Medicare Advantage enrollment growth has exploded in recent years, topping 31 million lives as of July 2023, according to AIS’s Directory of Health Plans. But a new analysis from McKinsey and Company warns this free-for-all won’t last forever, and payers will have to adjust their strategies and evolve to meet a changing market.

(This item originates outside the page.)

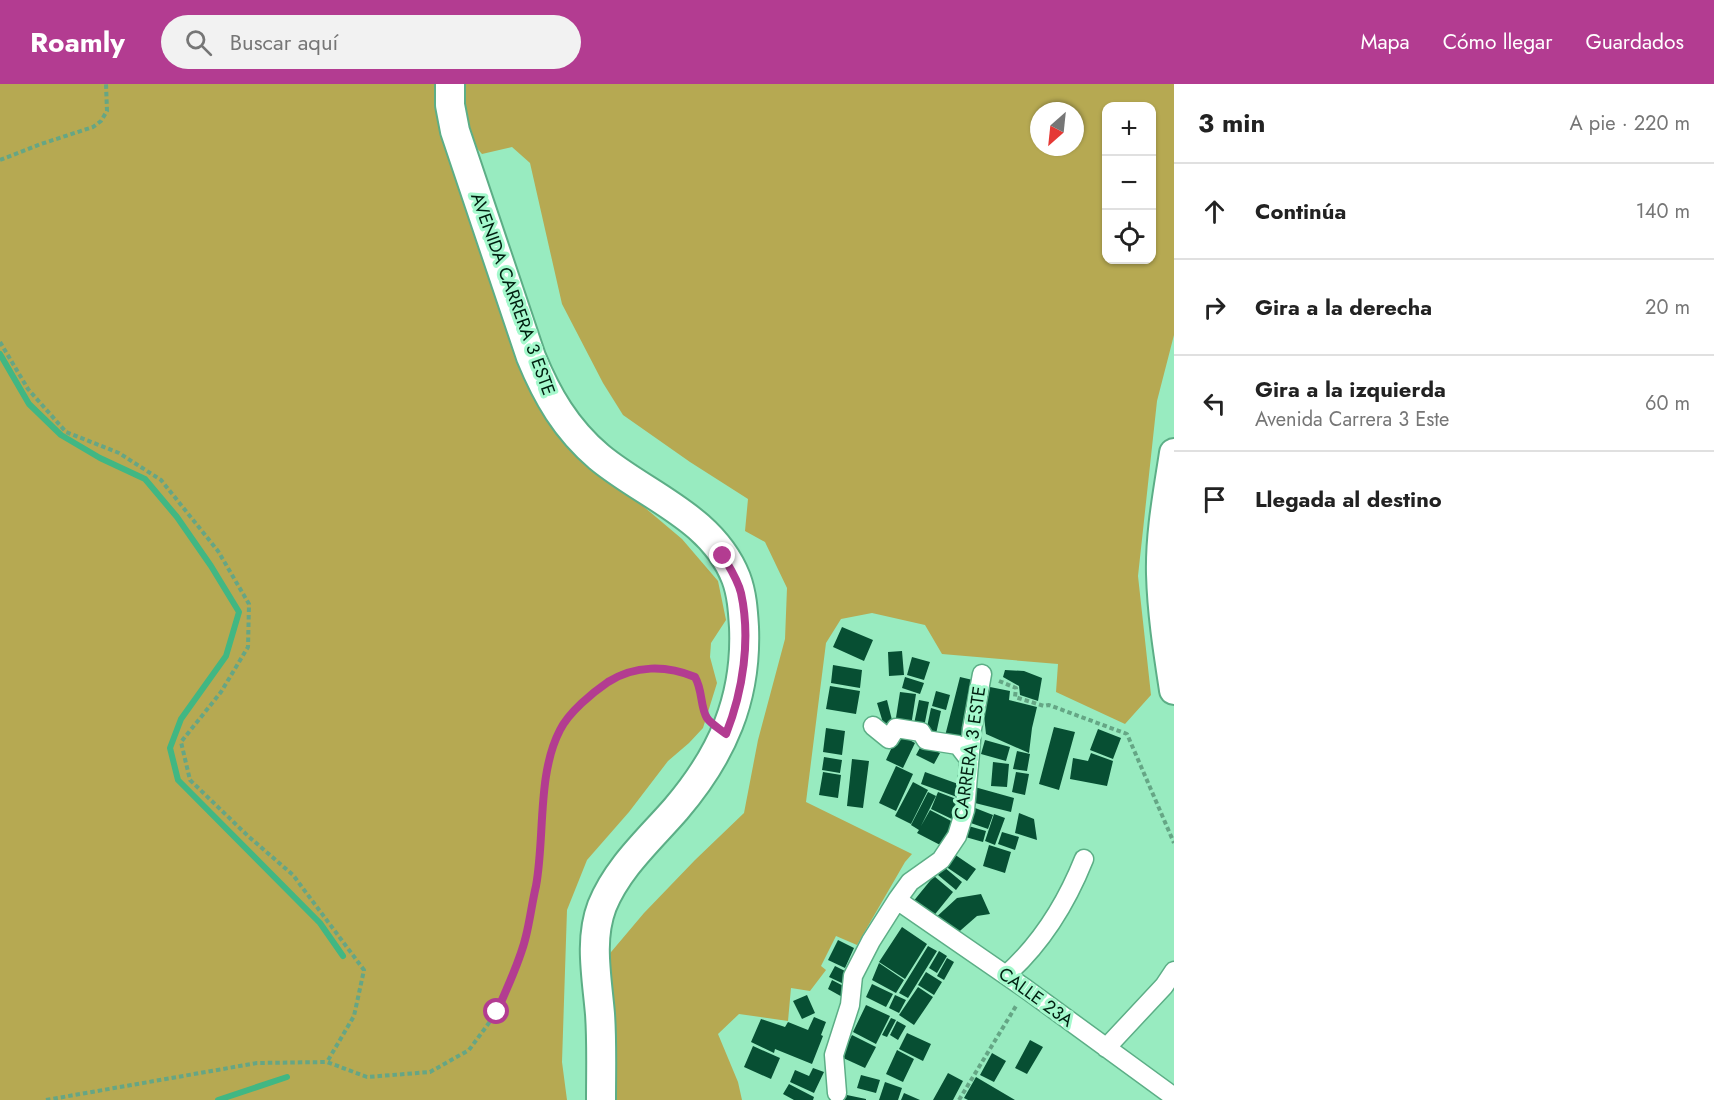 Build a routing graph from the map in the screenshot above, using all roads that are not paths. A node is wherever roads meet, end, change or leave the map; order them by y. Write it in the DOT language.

The consulting firm estimated that annual growth in MA membership will slow to 3% in 2031, a far cry from the 8% rate seen in 2022. That’s largely because MA’s market strongholds — which McKinsey says are primarily urban — will become too saturated over time. While 2023 marked the first time more than 50% of seniors were enrolled in MA, actual MA penetration rates vary widely depending on region. McKinsey found that the 50% figure holds true for urban (or metropolitan) areas, but nonmetropolitan areas lag behind at 41%. McKinsey projects nonmetropolitan areas won’t reach 50% penetration until 2031, presenting opportunities for payers to shore up untapped markets. “Payers will seek to build the networks and capabilities to grow in historically less penetrated markets, such as those with large rural populations,” analysts wrote. Those markets could include entire states — McKinsey noted that CMS’s June data release showed a 59% penetration rate in Michigan, while Wyoming’s was just 13%.